▸ **WHAT YOU HAVE TO DO**
The result should be all the records, exact and complete, without a single picture.

▸ **RECORD SET**
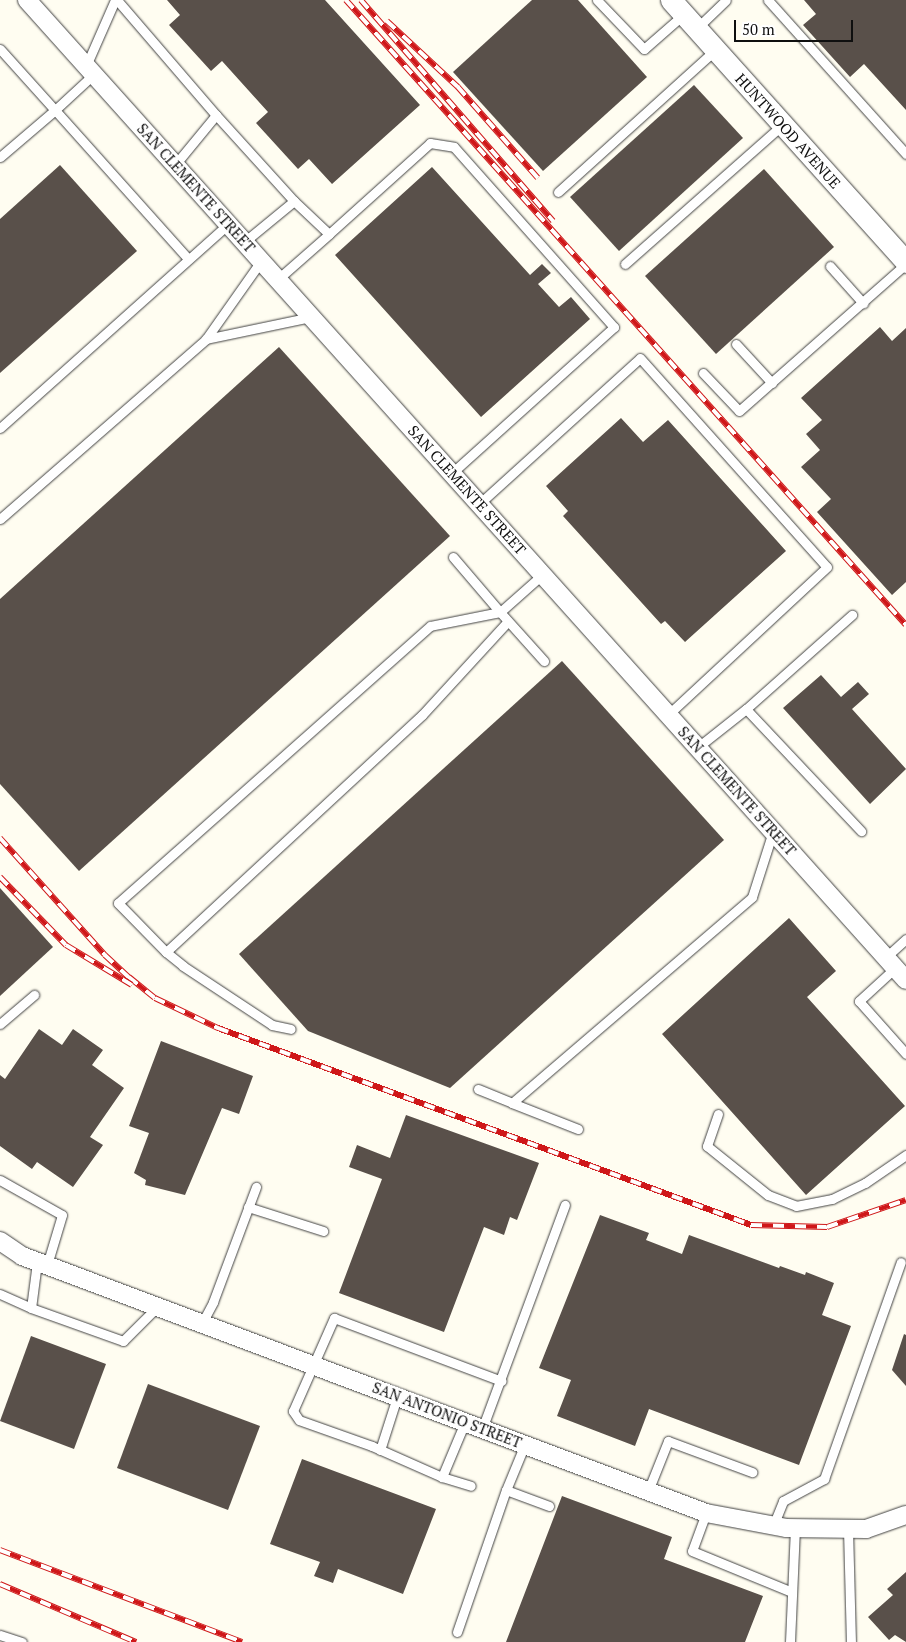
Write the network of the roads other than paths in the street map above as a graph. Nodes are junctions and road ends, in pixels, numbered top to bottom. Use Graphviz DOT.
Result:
graph roads {
  1 [pos="27,0"];
  2 [pos="116,0"];
  3 [pos="597,0"];
  4 [pos="726,0"];
  5 [pos="768,0"];
  6 [pos="684,14"];
  7 [pos="0,49"];
  8 [pos="716,50"];
  9 [pos="90,70"];
  10 [pos="55,110"];
  11 [pos="216,115"];
  12 [pos="783,124"];
  13 [pos="906,154"];
  14 [pos="0,157"];
  15 [pos="175,165"];
  16 [pos="558,192"];
  17 [pos="294,201"];
  18 [pos="228,224"];
  19 [pos="329,234"];
  20 [pos="244,242"];
  21 [pos="188,259"];
  22 [pos="261,261"];
  23 [pos="906,263"];
  24 [pos="625,264"];
  25 [pos="830,266"];
  26 [pos="278,279"];
  27 [pos="863,302"];
  28 [pos="311,316"];
  29 [pos="206,340"];
  30 [pos="736,344"];
  31 [pos="703,374"];
  32 [pos="772,383"];
  33 [pos="0,428"];
  34 [pos="452,473"];
  35 [pos="479,504"];
  36 [pos="0,519"];
  37 [pos="452,557"];
  38 [pos="543,574"];
  39 [pos="500,612"];
  40 [pos="852,615"];
  41 [pos="508,621"];
  42 [pos="544,661"];
  43 [pos="746,709"];
  44 [pos="669,714"];
  45 [pos="698,747"];
  46 [pos="773,830"];
  47 [pos="862,830"];
  48 [pos="906,939"];
  49 [pos="166,952"];
  50 [pos="896,968"];
  51 [pos="34,995"];
  52 [pos="0,1024"];
  53 [pos="291,1028"];
  54 [pos="906,1054"];
  55 [pos="478,1089"];
  56 [pos="512,1102"];
  57 [pos="718,1114"];
  58 [pos="578,1130"];
  59 [pos="906,1155"];
  60 [pos="0,1180"];
  61 [pos="256,1186"];
  62 [pos="565,1205"];
  63 [pos="248,1207"];
  64 [pos="323,1231"];
  65 [pos="0,1241"];
  66 [pos="900,1262"];
  67 [pos="42,1263"];
  68 [pos="0,1294"];
  69 [pos="157,1306"];
  70 [pos="31,1308"];
  71 [pos="202,1323"];
  72 [pos="315,1366"];
  73 [pos="502,1381"];
  74 [pos="397,1397"];
  75 [pos="465,1422"];
  76 [pos="482,1428"];
  77 [pos="525,1444"];
  78 [pos="380,1450"];
  79 [pos="752,1472"];
  80 [pos="442,1477"];
  81 [pos="470,1486"];
  82 [pos="506,1490"];
  83 [pos="648,1490"];
  84 [pos="549,1506"];
  85 [pos="706,1512"];
  86 [pos="906,1514"];
  87 [pos="772,1526"];
  88 [pos="795,1528"];
  89 [pos="848,1529"];
  90 [pos="792,1592"];
  91 [pos="457,1632"];
  92 [pos="0,1635"];
  93 [pos="22,1642"];
  94 [pos="790,1642"];
  95 [pos="851,1642"];
  1 -- 9 [label="street, SAN CLEMENTE STREET"];
  2 -- 9 [label="lane"];
  2 -- 11 [label="lane"];
  3 -- 6 [label="lane"];
  4 -- 6 [label="lane"];
  5 -- 13 [label="lane"];
  6 -- 8 [label="street, HUNTWOOD AVENUE"];
  7 -- 10 [label="lane"];
  8 -- 12 [label="street, HUNTWOOD AVENUE"];
  8 -- 16 [label="lane"];
  9 -- 10 [label="lane"];
  9 -- 15 [label="street, SAN CLEMENTE STREET"];
  10 -- 14 [label="lane"];
  10 -- 21 [label="lane"];
  11 -- 15 [label="lane"];
  11 -- 17 [label="lane"];
  12 -- 23 [label="street, HUNTWOOD AVENUE"];
  12 -- 24 [label="lane"];
  15 -- 18 [label="street, SAN CLEMENTE STREET"];
  17 -- 19 [label="lane"];
  17 -- 20 [label="lane"];
  18 -- 20 [label="street, SAN CLEMENTE STREET"];
  18 -- 21 [label="lane"];
  19 -- 26 [label="lane"];
  19 -- 34 [label="lane"];
  20 -- 22 [label="street, SAN CLEMENTE STREET"];
  21 -- 33 [label="lane"];
  22 -- 26 [label="street, SAN CLEMENTE STREET"];
  22 -- 29 [label="lane"];
  23 -- 27 [label="lane"];
  25 -- 27 [label="lane"];
  26 -- 28 [label="street, SAN CLEMENTE STREET"];
  27 -- 32 [label="lane"];
  28 -- 29 [label="lane"];
  28 -- 34 [label="street, SAN CLEMENTE STREET"];
  29 -- 36 [label="lane"];
  30 -- 32 [label="lane"];
  31 -- 32 [label="lane"];
  34 -- 35 [label="street, SAN CLEMENTE STREET"];
  35 -- 38 [label="street, SAN CLEMENTE STREET"];
  35 -- 44 [label="lane"];
  37 -- 39 [label="lane"];
  38 -- 39 [label="lane"];
  38 -- 44 [label="street, SAN CLEMENTE STREET"];
  39 -- 41 [label="lane"];
  39 -- 49 [label="lane"];
  40 -- 43 [label="lane"];
  41 -- 42 [label="lane"];
  41 -- 49 [label="lane"];
  43 -- 45 [label="lane"];
  43 -- 47 [label="lane"];
  44 -- 45 [label="street, SAN CLEMENTE STREET"];
  45 -- 46 [label="street, SAN CLEMENTE STREET"];
  46 -- 50 [label="street, SAN CLEMENTE STREET"];
  46 -- 56 [label="lane"];
  48 -- 50 [label="lane"];
  49 -- 53 [label="lane"];
  50 -- 54 [label="lane"];
  51 -- 52 [label="lane"];
  55 -- 56 [label="lane"];
  56 -- 58 [label="lane"];
  57 -- 59 [label="lane"];
  60 -- 67 [label="lane"];
  61 -- 63 [label="lane"];
  62 -- 73 [label="lane"];
  63 -- 64 [label="lane"];
  63 -- 71 [label="lane"];
  65 -- 67 [label="street, SAN ANTONIO STREET"];
  66 -- 87 [label="lane"];
  67 -- 69 [label="street, SAN ANTONIO STREET"];
  67 -- 70 [label="lane"];
  68 -- 70 [label="lane"];
  69 -- 70 [label="lane"];
  69 -- 71 [label="street, SAN ANTONIO STREET"];
  71 -- 72 [label="street, SAN ANTONIO STREET"];
  72 -- 73 [label="lane"];
  72 -- 74 [label="street, SAN ANTONIO STREET"];
  72 -- 78 [label="lane"];
  73 -- 76 [label="lane"];
  74 -- 75 [label="street, SAN ANTONIO STREET"];
  74 -- 78 [label="lane"];
  75 -- 76 [label="street, SAN ANTONIO STREET"];
  75 -- 80 [label="lane"];
  76 -- 77 [label="street, SAN ANTONIO STREET"];
  77 -- 82 [label="lane"];
  77 -- 83 [label="street, SAN ANTONIO STREET"];
  78 -- 80 [label="lane"];
  79 -- 83 [label="lane"];
  80 -- 81 [label="lane"];
  82 -- 84 [label="lane"];
  82 -- 91 [label="lane"];
  83 -- 85 [label="street, SAN ANTONIO STREET"];
  85 -- 87 [label="street, SAN ANTONIO STREET"];
  85 -- 90 [label="lane"];
  86 -- 89 [label="street, SAN ANTONIO STREET"];
  87 -- 88 [label="street, SAN ANTONIO STREET"];
  88 -- 89 [label="street, SAN ANTONIO STREET"];
  88 -- 90 [label="lane"];
  89 -- 95 [label="lane"];
  90 -- 94 [label="lane"];
  92 -- 93 [label="lane"];
}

▸ **ANSWER TO THIS EXERCISE**
Write the network of the roads other than paths in the street map above as a graph. Nodes are junctions and road ends, in pixels, numbered top to bottom. Use Graphviz DOT.
Result:
graph roads {
  1 [pos="27,0"];
  2 [pos="116,0"];
  3 [pos="597,0"];
  4 [pos="726,0"];
  5 [pos="768,0"];
  6 [pos="684,14"];
  7 [pos="0,49"];
  8 [pos="716,50"];
  9 [pos="90,70"];
  10 [pos="55,110"];
  11 [pos="216,115"];
  12 [pos="783,124"];
  13 [pos="906,154"];
  14 [pos="0,157"];
  15 [pos="175,165"];
  16 [pos="558,192"];
  17 [pos="294,201"];
  18 [pos="228,224"];
  19 [pos="329,234"];
  20 [pos="244,242"];
  21 [pos="188,259"];
  22 [pos="261,261"];
  23 [pos="906,263"];
  24 [pos="625,264"];
  25 [pos="830,266"];
  26 [pos="278,279"];
  27 [pos="863,302"];
  28 [pos="311,316"];
  29 [pos="206,340"];
  30 [pos="736,344"];
  31 [pos="703,374"];
  32 [pos="772,383"];
  33 [pos="0,428"];
  34 [pos="452,473"];
  35 [pos="479,504"];
  36 [pos="0,519"];
  37 [pos="452,557"];
  38 [pos="543,574"];
  39 [pos="500,612"];
  40 [pos="852,615"];
  41 [pos="508,621"];
  42 [pos="544,661"];
  43 [pos="746,709"];
  44 [pos="669,714"];
  45 [pos="698,747"];
  46 [pos="773,830"];
  47 [pos="862,830"];
  48 [pos="906,939"];
  49 [pos="166,952"];
  50 [pos="896,968"];
  51 [pos="34,995"];
  52 [pos="0,1024"];
  53 [pos="291,1028"];
  54 [pos="906,1054"];
  55 [pos="478,1089"];
  56 [pos="512,1102"];
  57 [pos="718,1114"];
  58 [pos="578,1130"];
  59 [pos="906,1155"];
  60 [pos="0,1180"];
  61 [pos="256,1186"];
  62 [pos="565,1205"];
  63 [pos="248,1207"];
  64 [pos="323,1231"];
  65 [pos="0,1241"];
  66 [pos="900,1262"];
  67 [pos="42,1263"];
  68 [pos="0,1294"];
  69 [pos="157,1306"];
  70 [pos="31,1308"];
  71 [pos="202,1323"];
  72 [pos="315,1366"];
  73 [pos="502,1381"];
  74 [pos="397,1397"];
  75 [pos="465,1422"];
  76 [pos="482,1428"];
  77 [pos="525,1444"];
  78 [pos="380,1450"];
  79 [pos="752,1472"];
  80 [pos="442,1477"];
  81 [pos="470,1486"];
  82 [pos="506,1490"];
  83 [pos="648,1490"];
  84 [pos="549,1506"];
  85 [pos="706,1512"];
  86 [pos="906,1514"];
  87 [pos="772,1526"];
  88 [pos="795,1528"];
  89 [pos="848,1529"];
  90 [pos="792,1592"];
  91 [pos="457,1632"];
  92 [pos="0,1635"];
  93 [pos="22,1642"];
  94 [pos="790,1642"];
  95 [pos="851,1642"];
  1 -- 9 [label="street, SAN CLEMENTE STREET"];
  2 -- 9 [label="lane"];
  2 -- 11 [label="lane"];
  3 -- 6 [label="lane"];
  4 -- 6 [label="lane"];
  5 -- 13 [label="lane"];
  6 -- 8 [label="street, HUNTWOOD AVENUE"];
  7 -- 10 [label="lane"];
  8 -- 12 [label="street, HUNTWOOD AVENUE"];
  8 -- 16 [label="lane"];
  9 -- 10 [label="lane"];
  9 -- 15 [label="street, SAN CLEMENTE STREET"];
  10 -- 14 [label="lane"];
  10 -- 21 [label="lane"];
  11 -- 15 [label="lane"];
  11 -- 17 [label="lane"];
  12 -- 23 [label="street, HUNTWOOD AVENUE"];
  12 -- 24 [label="lane"];
  15 -- 18 [label="street, SAN CLEMENTE STREET"];
  17 -- 19 [label="lane"];
  17 -- 20 [label="lane"];
  18 -- 20 [label="street, SAN CLEMENTE STREET"];
  18 -- 21 [label="lane"];
  19 -- 26 [label="lane"];
  19 -- 34 [label="lane"];
  20 -- 22 [label="street, SAN CLEMENTE STREET"];
  21 -- 33 [label="lane"];
  22 -- 26 [label="street, SAN CLEMENTE STREET"];
  22 -- 29 [label="lane"];
  23 -- 27 [label="lane"];
  25 -- 27 [label="lane"];
  26 -- 28 [label="street, SAN CLEMENTE STREET"];
  27 -- 32 [label="lane"];
  28 -- 29 [label="lane"];
  28 -- 34 [label="street, SAN CLEMENTE STREET"];
  29 -- 36 [label="lane"];
  30 -- 32 [label="lane"];
  31 -- 32 [label="lane"];
  34 -- 35 [label="street, SAN CLEMENTE STREET"];
  35 -- 38 [label="street, SAN CLEMENTE STREET"];
  35 -- 44 [label="lane"];
  37 -- 39 [label="lane"];
  38 -- 39 [label="lane"];
  38 -- 44 [label="street, SAN CLEMENTE STREET"];
  39 -- 41 [label="lane"];
  39 -- 49 [label="lane"];
  40 -- 43 [label="lane"];
  41 -- 42 [label="lane"];
  41 -- 49 [label="lane"];
  43 -- 45 [label="lane"];
  43 -- 47 [label="lane"];
  44 -- 45 [label="street, SAN CLEMENTE STREET"];
  45 -- 46 [label="street, SAN CLEMENTE STREET"];
  46 -- 50 [label="street, SAN CLEMENTE STREET"];
  46 -- 56 [label="lane"];
  48 -- 50 [label="lane"];
  49 -- 53 [label="lane"];
  50 -- 54 [label="lane"];
  51 -- 52 [label="lane"];
  55 -- 56 [label="lane"];
  56 -- 58 [label="lane"];
  57 -- 59 [label="lane"];
  60 -- 67 [label="lane"];
  61 -- 63 [label="lane"];
  62 -- 73 [label="lane"];
  63 -- 64 [label="lane"];
  63 -- 71 [label="lane"];
  65 -- 67 [label="street, SAN ANTONIO STREET"];
  66 -- 87 [label="lane"];
  67 -- 69 [label="street, SAN ANTONIO STREET"];
  67 -- 70 [label="lane"];
  68 -- 70 [label="lane"];
  69 -- 70 [label="lane"];
  69 -- 71 [label="street, SAN ANTONIO STREET"];
  71 -- 72 [label="street, SAN ANTONIO STREET"];
  72 -- 73 [label="lane"];
  72 -- 74 [label="street, SAN ANTONIO STREET"];
  72 -- 78 [label="lane"];
  73 -- 76 [label="lane"];
  74 -- 75 [label="street, SAN ANTONIO STREET"];
  74 -- 78 [label="lane"];
  75 -- 76 [label="street, SAN ANTONIO STREET"];
  75 -- 80 [label="lane"];
  76 -- 77 [label="street, SAN ANTONIO STREET"];
  77 -- 82 [label="lane"];
  77 -- 83 [label="street, SAN ANTONIO STREET"];
  78 -- 80 [label="lane"];
  79 -- 83 [label="lane"];
  80 -- 81 [label="lane"];
  82 -- 84 [label="lane"];
  82 -- 91 [label="lane"];
  83 -- 85 [label="street, SAN ANTONIO STREET"];
  85 -- 87 [label="street, SAN ANTONIO STREET"];
  85 -- 90 [label="lane"];
  86 -- 89 [label="street, SAN ANTONIO STREET"];
  87 -- 88 [label="street, SAN ANTONIO STREET"];
  88 -- 89 [label="street, SAN ANTONIO STREET"];
  88 -- 90 [label="lane"];
  89 -- 95 [label="lane"];
  90 -- 94 [label="lane"];
  92 -- 93 [label="lane"];
}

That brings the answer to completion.